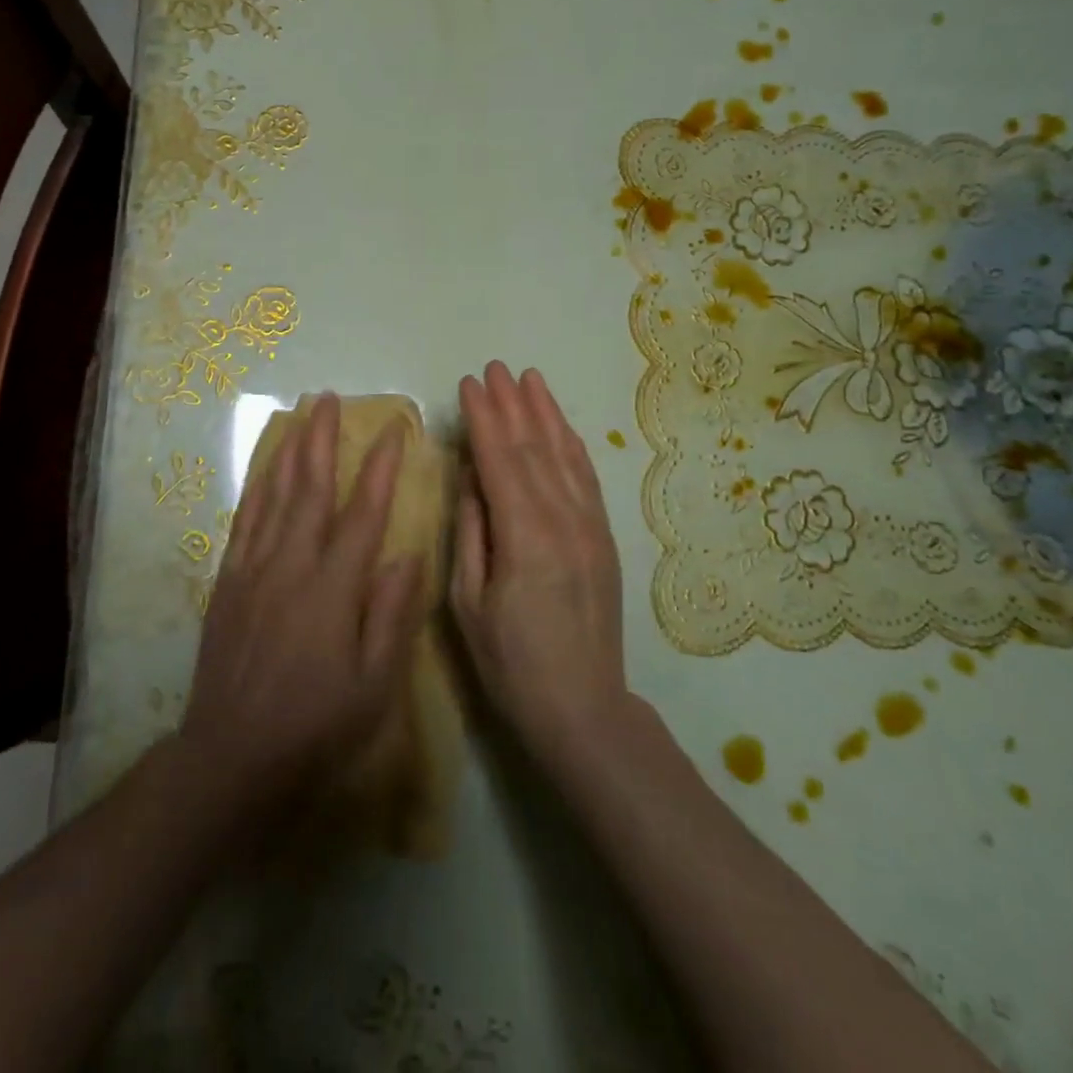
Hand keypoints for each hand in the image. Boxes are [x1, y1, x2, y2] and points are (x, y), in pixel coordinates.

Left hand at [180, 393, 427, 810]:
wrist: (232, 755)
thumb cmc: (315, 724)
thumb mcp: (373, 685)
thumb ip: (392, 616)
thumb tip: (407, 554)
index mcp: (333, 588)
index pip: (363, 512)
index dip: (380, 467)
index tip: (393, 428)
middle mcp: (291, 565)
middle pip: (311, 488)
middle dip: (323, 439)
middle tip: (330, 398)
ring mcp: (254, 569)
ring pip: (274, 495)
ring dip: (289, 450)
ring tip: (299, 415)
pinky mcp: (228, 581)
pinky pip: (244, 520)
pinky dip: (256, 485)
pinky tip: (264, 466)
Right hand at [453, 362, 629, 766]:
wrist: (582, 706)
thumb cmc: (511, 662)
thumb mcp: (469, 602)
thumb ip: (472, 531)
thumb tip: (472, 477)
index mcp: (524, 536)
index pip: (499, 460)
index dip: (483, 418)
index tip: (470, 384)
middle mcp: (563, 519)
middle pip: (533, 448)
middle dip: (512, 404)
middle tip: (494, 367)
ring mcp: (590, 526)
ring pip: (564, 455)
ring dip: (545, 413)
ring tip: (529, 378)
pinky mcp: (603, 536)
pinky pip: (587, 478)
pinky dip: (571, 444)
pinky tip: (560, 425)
----
_Problem statement_. Transcribe the data exactly and leave no picture in the copy.

_Finished exercise_.
Hand keypoints for each hand in the image. Boxes are [x1, y1, x2, y2] and points are (x, y), in pixel coordinates.

Left hand at [180, 393, 427, 810]:
wrist: (232, 755)
thumb cmc: (315, 724)
thumb mcp: (373, 685)
thumb ip: (392, 616)
thumb tip: (407, 554)
index mcp: (333, 588)
index pip: (363, 512)
index dip: (380, 467)
index tip: (393, 428)
middle mcp: (291, 565)
middle pip: (311, 488)
middle dip: (323, 439)
middle tip: (330, 398)
ring mcp: (254, 569)
ring pip: (274, 495)
ring dip: (289, 450)
ring tip: (299, 415)
pinky mcp: (228, 581)
pinky pip: (244, 520)
pinky dip: (256, 485)
pinky tip: (264, 466)
Right hand at [453, 362, 629, 766]:
wrist: (582, 706)
thumb cmc: (511, 662)
thumb mcp: (469, 602)
thumb ip: (472, 531)
thumb tip: (472, 477)
index mcp: (524, 536)
index pip: (499, 460)
index dip: (483, 418)
index tip: (470, 384)
middle mcp: (563, 519)
middle pip: (533, 448)
middle dip: (512, 404)
middle tip: (494, 367)
ring mcp: (590, 526)
ring pip: (564, 455)
ring dip: (545, 413)
ring tip: (529, 378)
pinky mcp: (603, 536)
pinky pip: (587, 478)
pinky dip: (571, 444)
pinky tip: (560, 425)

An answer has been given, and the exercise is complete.